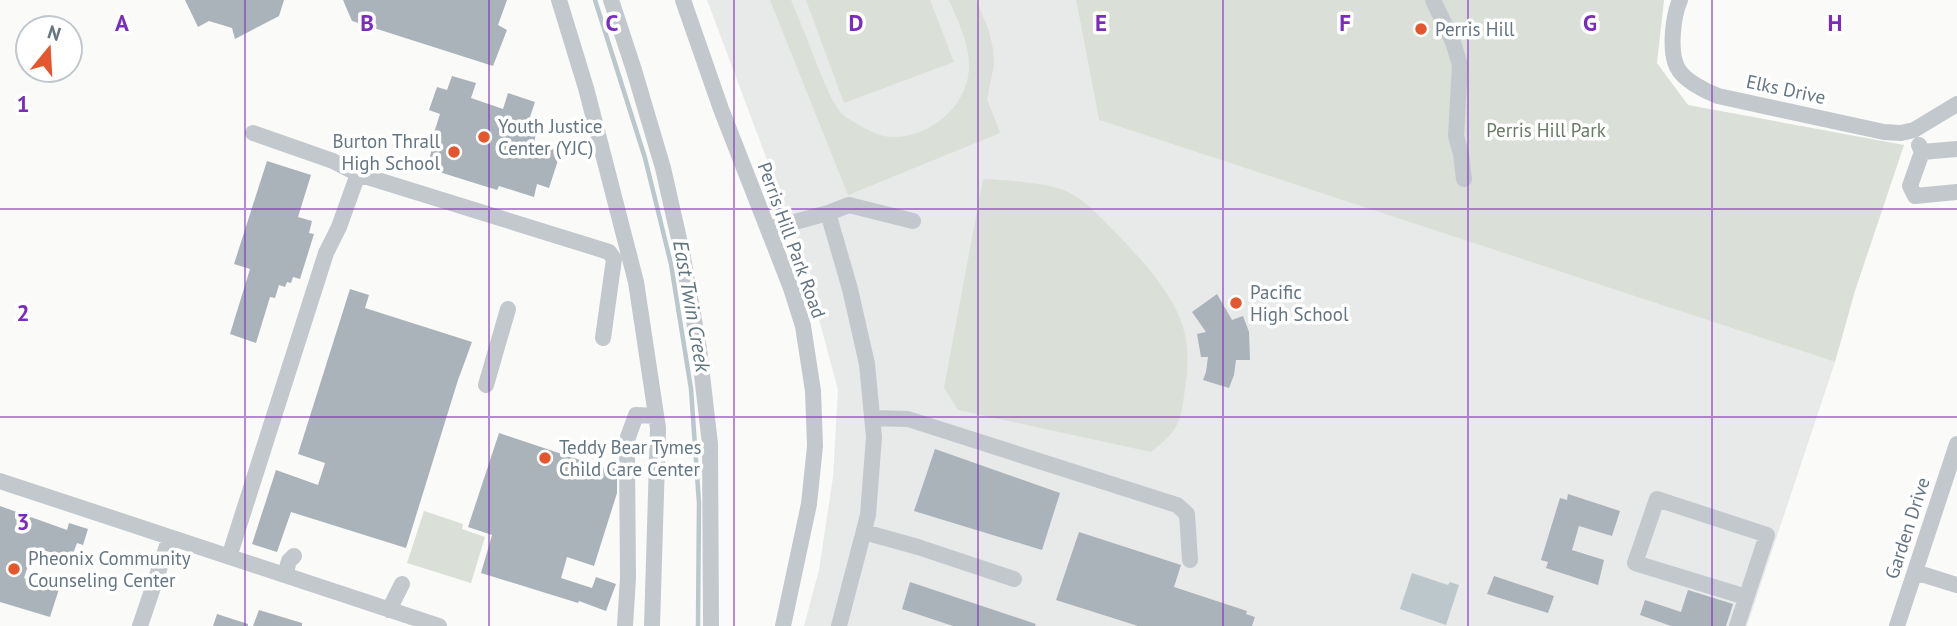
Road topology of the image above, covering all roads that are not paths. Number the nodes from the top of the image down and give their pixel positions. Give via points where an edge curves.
1 (559, 0) edge
2 (611, 0) edge
3 (683, 0) edge
4 (1433, 0) edge
5 (1680, 0) edge
6 (1957, 104) edge
7 (1913, 130) junction
8 (253, 133) dead end
9 (1957, 149) edge
10 (1922, 152) junction
11 (358, 174) junction
12 (1464, 179) dead end
13 (1957, 192) edge
14 (828, 213) junction
15 (914, 220) dead end
16 (768, 229) junction
17 (508, 309) dead end
18 (603, 338) dead end
19 (486, 385) dead end
20 (656, 416) junction
21 (872, 418) junction
22 (1957, 444) edge
23 (0, 481) edge
24 (864, 531) junction
25 (170, 537) junction
26 (294, 556) dead end
27 (229, 557) junction
28 (1189, 560) dead end
29 (654, 568) junction
30 (1915, 572) junction
31 (285, 575) junction
32 (628, 578) junction
33 (1014, 579) dead end
34 (402, 584) dead end
35 (1957, 585) edge
36 (1746, 597) junction
37 (389, 610) junction
38 (140, 626) edge
39 (439, 626) edge
40 (625, 626) edge
41 (652, 626) edge
42 (711, 626) edge
43 (783, 626) edge
44 (839, 626) edge
45 (1737, 626) edge
46 (1897, 626) edge

1 - 20 street via 636,282
2 - 42 street via 663,169 699,349 710,444
3 - 16 street, Perris Hill Park Road
4 - 12 street via 1460,65 1456,136
5 - 7 street, Elks Drive via 1672,42 1677,68 1699,89 1884,132
6 - 7 street, Elks Drive
7 - 10 street
8 - 11 street via 333,160
9 - 10 street
10 - 13 street via 1910,186 1915,196
11 - 18 street via 609,252 614,259
11 - 27 street via 326,253
14 - 15 street via 849,205
14 - 16 street
14 - 21 street via 867,364
16 - 43 street, Perris Hill Park Road via 803,326 813,391 815,446 809,504
17 - 19 street
20 - 29 street
20 - 32 street via 636,415 628,437
21 - 24 street via 871,490
21 - 28 street via 908,419 1177,505 1187,514
22 - 30 street, Garden Drive
23 - 25 street
24 - 33 street
24 - 44 street
25 - 27 street
25 - 38 street
26 - 31 street
27 - 31 street
29 - 32 street
29 - 41 street
30 - 35 street
30 - 46 street, Garden Drive
31 - 37 street
32 - 40 street
34 - 37 street
36 - 36 street via 1767,535 1657,499 1635,563
36 - 45 street
37 - 39 street

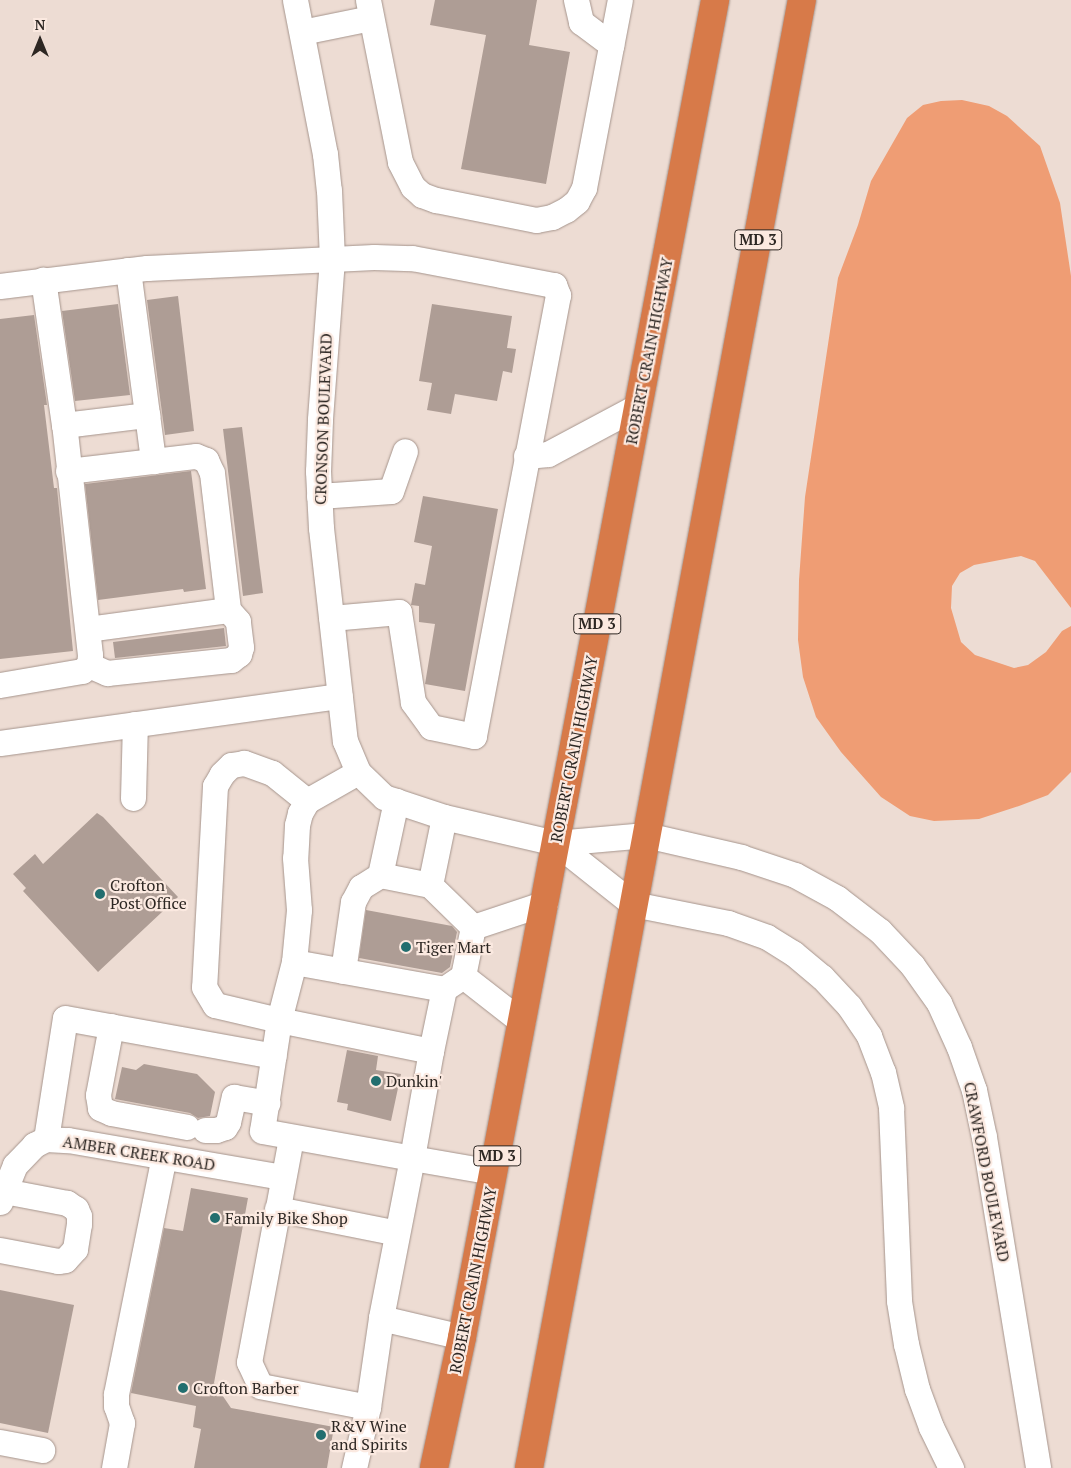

☆ ☆ ☆ ☆ ☆ ☆ ☆

Return every line of the data above exactly, and omit all pictures.

• Answer section:
Road topology of the image above, covering all roads that are not paths. Number the nodes from the top of the image down and give their pixel positions. Give via points where an edge curves.
1 (559, 0) edge
2 (611, 0) edge
3 (683, 0) edge
4 (1433, 0) edge
5 (1680, 0) edge
6 (1957, 104) edge
7 (1913, 130) junction
8 (253, 133) dead end
9 (1957, 149) edge
10 (1922, 152) junction
11 (358, 174) junction
12 (1464, 179) dead end
13 (1957, 192) edge
14 (828, 213) junction
15 (914, 220) dead end
16 (768, 229) junction
17 (508, 309) dead end
18 (603, 338) dead end
19 (486, 385) dead end
20 (656, 416) junction
21 (872, 418) junction
22 (1957, 444) edge
23 (0, 481) edge
24 (864, 531) junction
25 (170, 537) junction
26 (294, 556) dead end
27 (229, 557) junction
28 (1189, 560) dead end
29 (654, 568) junction
30 (1915, 572) junction
31 (285, 575) junction
32 (628, 578) junction
33 (1014, 579) dead end
34 (402, 584) dead end
35 (1957, 585) edge
36 (1746, 597) junction
37 (389, 610) junction
38 (140, 626) edge
39 (439, 626) edge
40 (625, 626) edge
41 (652, 626) edge
42 (711, 626) edge
43 (783, 626) edge
44 (839, 626) edge
45 (1737, 626) edge
46 (1897, 626) edge

1 - 20 street via 636,282
2 - 42 street via 663,169 699,349 710,444
3 - 16 street, Perris Hill Park Road
4 - 12 street via 1460,65 1456,136
5 - 7 street, Elks Drive via 1672,42 1677,68 1699,89 1884,132
6 - 7 street, Elks Drive
7 - 10 street
8 - 11 street via 333,160
9 - 10 street
10 - 13 street via 1910,186 1915,196
11 - 18 street via 609,252 614,259
11 - 27 street via 326,253
14 - 15 street via 849,205
14 - 16 street
14 - 21 street via 867,364
16 - 43 street, Perris Hill Park Road via 803,326 813,391 815,446 809,504
17 - 19 street
20 - 29 street
20 - 32 street via 636,415 628,437
21 - 24 street via 871,490
21 - 28 street via 908,419 1177,505 1187,514
22 - 30 street, Garden Drive
23 - 25 street
24 - 33 street
24 - 44 street
25 - 27 street
25 - 38 street
26 - 31 street
27 - 31 street
29 - 32 street
29 - 41 street
30 - 35 street
30 - 46 street, Garden Drive
31 - 37 street
32 - 40 street
34 - 37 street
36 - 36 street via 1767,535 1657,499 1635,563
36 - 45 street
37 - 39 street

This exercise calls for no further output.